• EXERCISE DESCRIPTION: What you hand back must match the records word for word, with no pictures.

(Stored items)
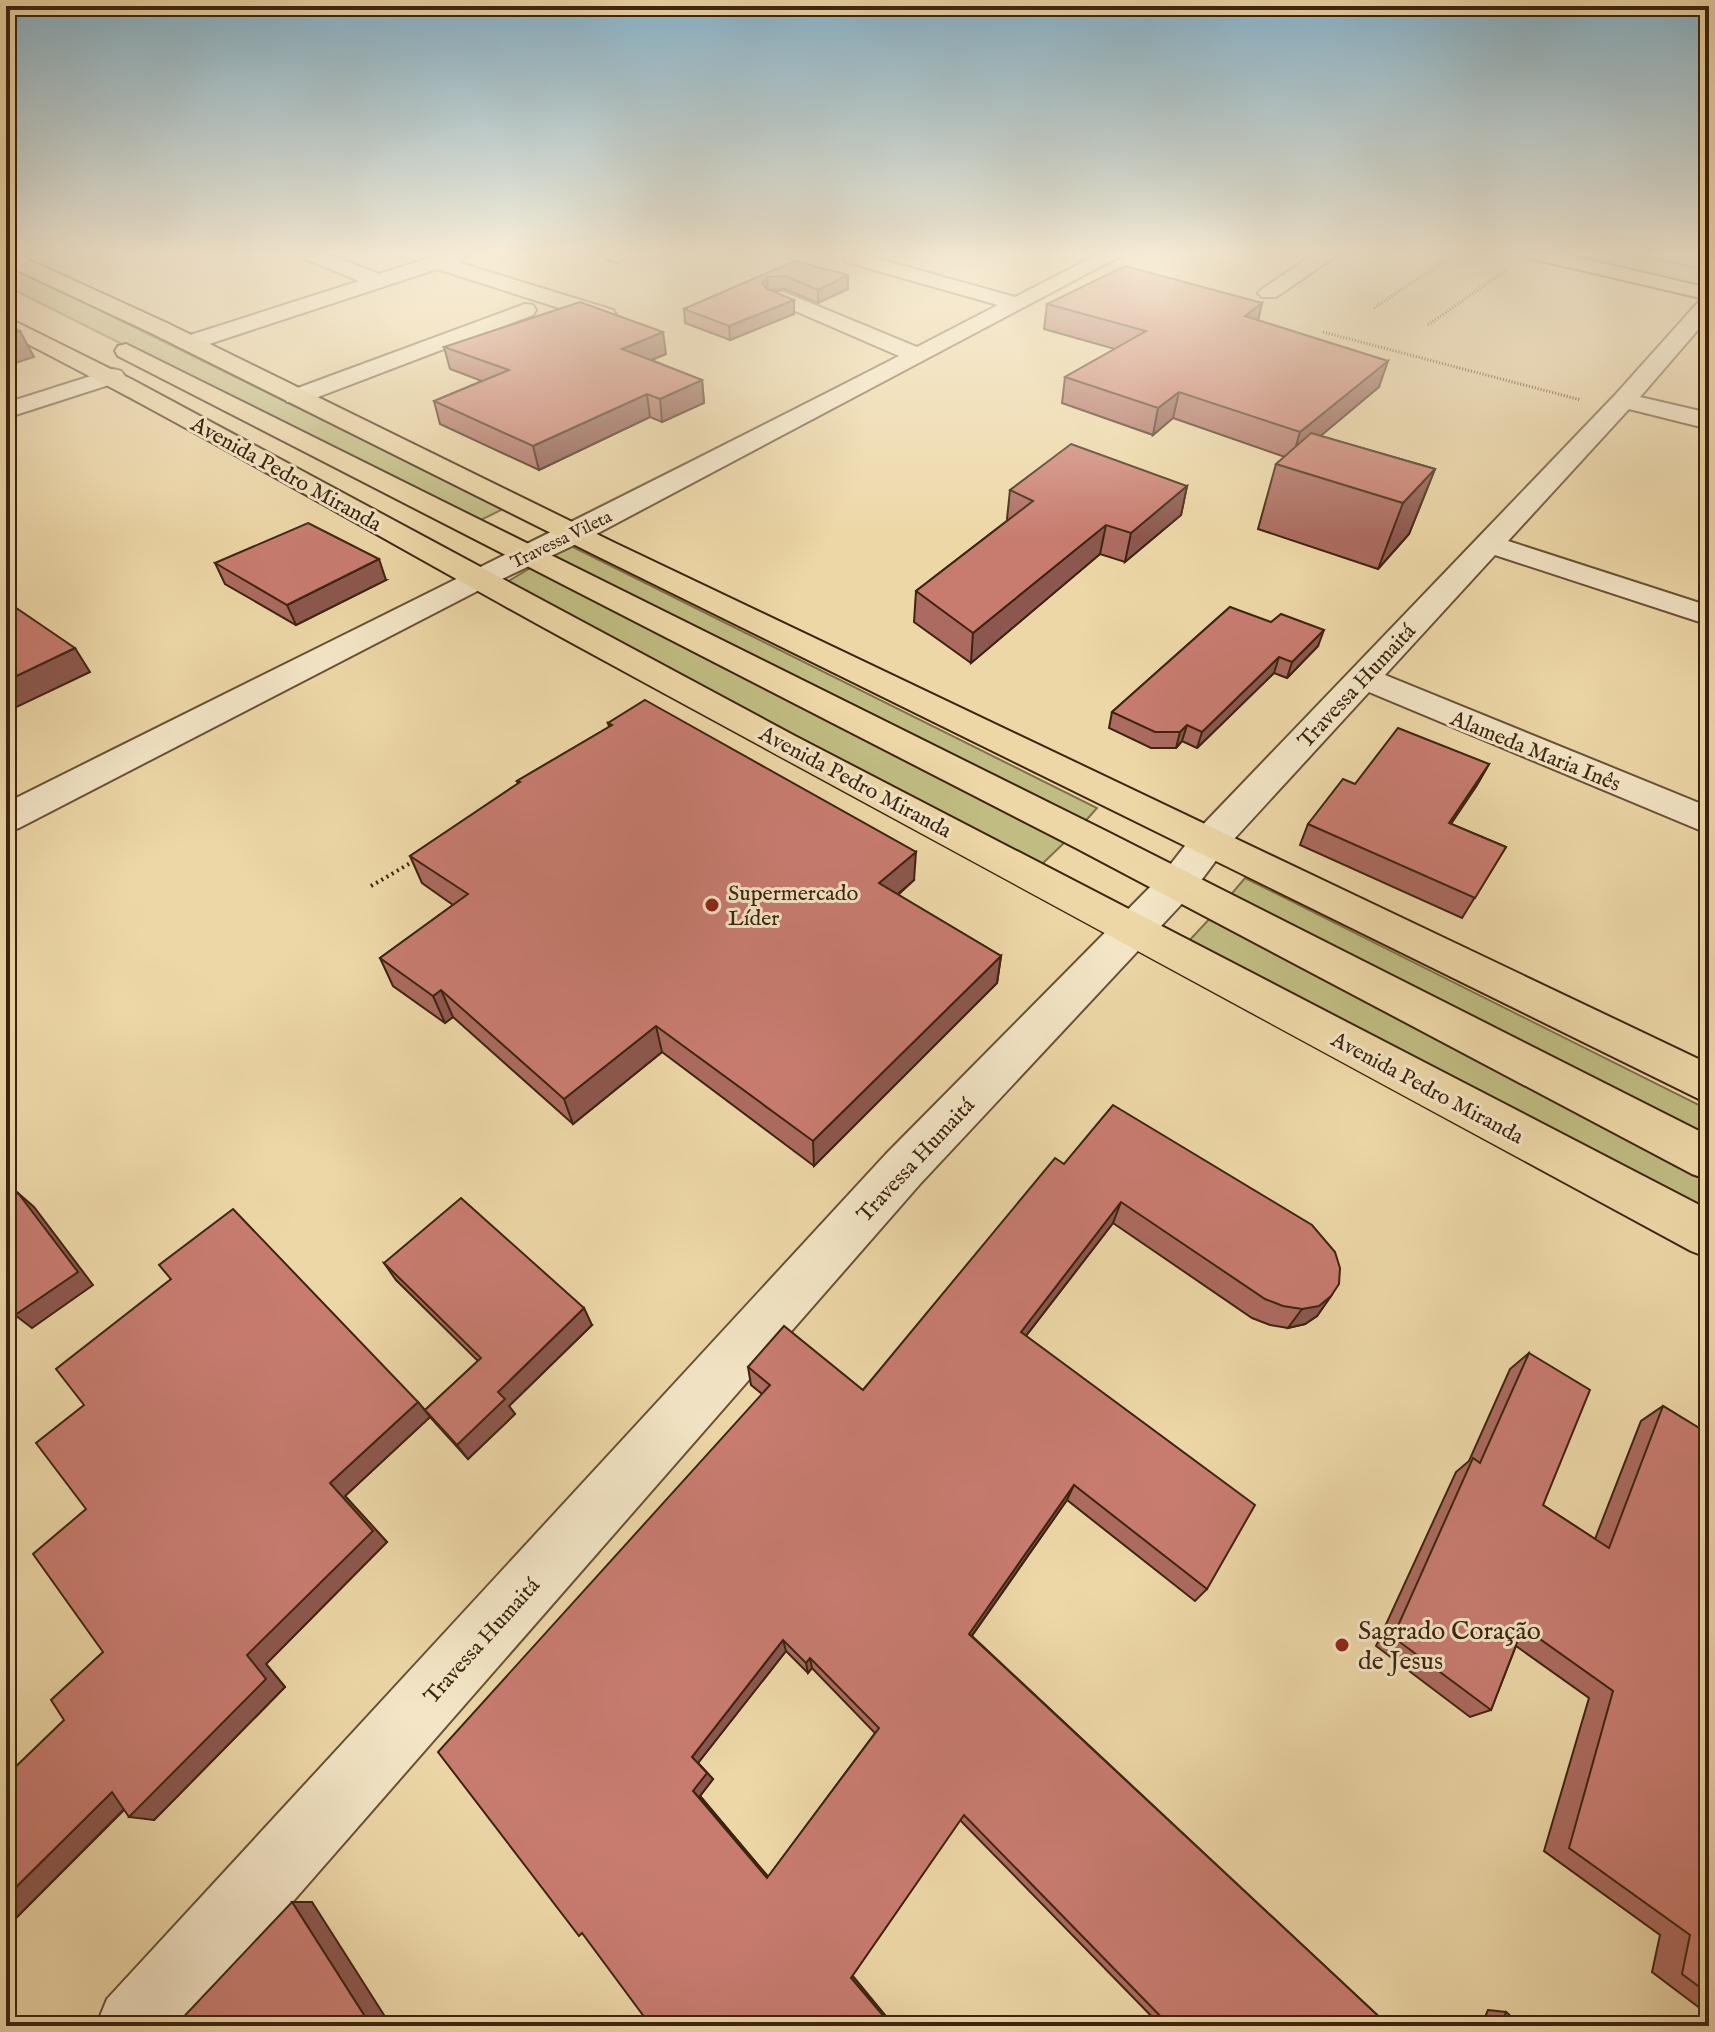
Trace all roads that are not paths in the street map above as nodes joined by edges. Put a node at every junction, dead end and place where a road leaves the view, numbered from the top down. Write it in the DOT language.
graph roads {
  1 [pos="57,349"];
  2 [pos="122,349"];
  3 [pos="201,349"];
  4 [pos="423,349"];
  5 [pos="901,349"];
  6 [pos="932,349"];
  7 [pos="1669,349"];
  8 [pos="918,356"];
  9 [pos="113,376"];
  10 [pos="296,397"];
  11 [pos="1624,400"];
  12 [pos="6,411"];
  13 [pos="1709,421"];
  14 [pos="575,534"];
  15 [pos="1489,544"];
  16 [pos="529,554"];
  17 [pos="478,579"];
  18 [pos="1709,616"];
  19 [pos="1363,678"];
  20 [pos="6,819"];
  21 [pos="1709,821"];
  22 [pos="1209,842"];
  23 [pos="1177,884"];
  24 [pos="1132,931"];
  25 [pos="1709,1085"];
  26 [pos="1709,1159"];
  27 [pos="1709,1235"];
  28 [pos="134,2026"];
  1 -- 9 [label="main road, Avenida Pedro Miranda"];
  2 -- 16 [label="main road, Avenida Pedro Miranda"];
  3 -- 10 [label="main road"];
  4 -- 10 [label="street"];
  5 -- 8 [label="street"];
  6 -- 8 [label="street, Travessa Vileta"];
  7 -- 11 [label="street, Travessa Humaitá"];
  8 -- 14 [label="street, Travessa Vileta"];
  9 -- 12 [label="street"];
  9 -- 17 [label="main road, Avenida Pedro Miranda"];
  10 -- 14 [label="main road"];
  11 -- 13 [label="street"];
  11 -- 15 [label="street, Travessa Humaitá"];
  14 -- 16 [label="street, Travessa Vileta"];
  14 -- 22 [label="main road"];
  15 -- 18 [label="street"];
  15 -- 19 [label="street, Travessa Humaitá"];
  16 -- 17 [label="street, Travessa Vileta"];
  16 -- 23 [label="main road, Avenida Pedro Miranda"];
  17 -- 20 [label="street, Travessa Vileta"];
  17 -- 24 [label="main road, Avenida Pedro Miranda"];
  19 -- 21 [label="street, Alameda Maria Inês"];
  19 -- 22 [label="street, Travessa Humaitá"];
  22 -- 23 [label="street, Travessa Humaitá"];
  22 -- 25 [label="main road"];
  23 -- 24 [label="street, Travessa Humaitá"];
  23 -- 26 [label="main road, Avenida Pedro Miranda"];
  24 -- 27 [label="main road, Avenida Pedro Miranda"];
  24 -- 28 [label="street, Travessa Humaitá"];
}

• TASK OUTPUT:
Trace all roads that are not paths in the street map above as nodes joined by edges. Put a node at every junction, dead end and place where a road leaves the view, numbered from the top down. Write it in the DOT language.
graph roads {
  1 [pos="57,349"];
  2 [pos="122,349"];
  3 [pos="201,349"];
  4 [pos="423,349"];
  5 [pos="901,349"];
  6 [pos="932,349"];
  7 [pos="1669,349"];
  8 [pos="918,356"];
  9 [pos="113,376"];
  10 [pos="296,397"];
  11 [pos="1624,400"];
  12 [pos="6,411"];
  13 [pos="1709,421"];
  14 [pos="575,534"];
  15 [pos="1489,544"];
  16 [pos="529,554"];
  17 [pos="478,579"];
  18 [pos="1709,616"];
  19 [pos="1363,678"];
  20 [pos="6,819"];
  21 [pos="1709,821"];
  22 [pos="1209,842"];
  23 [pos="1177,884"];
  24 [pos="1132,931"];
  25 [pos="1709,1085"];
  26 [pos="1709,1159"];
  27 [pos="1709,1235"];
  28 [pos="134,2026"];
  1 -- 9 [label="main road, Avenida Pedro Miranda"];
  2 -- 16 [label="main road, Avenida Pedro Miranda"];
  3 -- 10 [label="main road"];
  4 -- 10 [label="street"];
  5 -- 8 [label="street"];
  6 -- 8 [label="street, Travessa Vileta"];
  7 -- 11 [label="street, Travessa Humaitá"];
  8 -- 14 [label="street, Travessa Vileta"];
  9 -- 12 [label="street"];
  9 -- 17 [label="main road, Avenida Pedro Miranda"];
  10 -- 14 [label="main road"];
  11 -- 13 [label="street"];
  11 -- 15 [label="street, Travessa Humaitá"];
  14 -- 16 [label="street, Travessa Vileta"];
  14 -- 22 [label="main road"];
  15 -- 18 [label="street"];
  15 -- 19 [label="street, Travessa Humaitá"];
  16 -- 17 [label="street, Travessa Vileta"];
  16 -- 23 [label="main road, Avenida Pedro Miranda"];
  17 -- 20 [label="street, Travessa Vileta"];
  17 -- 24 [label="main road, Avenida Pedro Miranda"];
  19 -- 21 [label="street, Alameda Maria Inês"];
  19 -- 22 [label="street, Travessa Humaitá"];
  22 -- 23 [label="street, Travessa Humaitá"];
  22 -- 25 [label="main road"];
  23 -- 24 [label="street, Travessa Humaitá"];
  23 -- 26 [label="main road, Avenida Pedro Miranda"];
  24 -- 27 [label="main road, Avenida Pedro Miranda"];
  24 -- 28 [label="street, Travessa Humaitá"];
}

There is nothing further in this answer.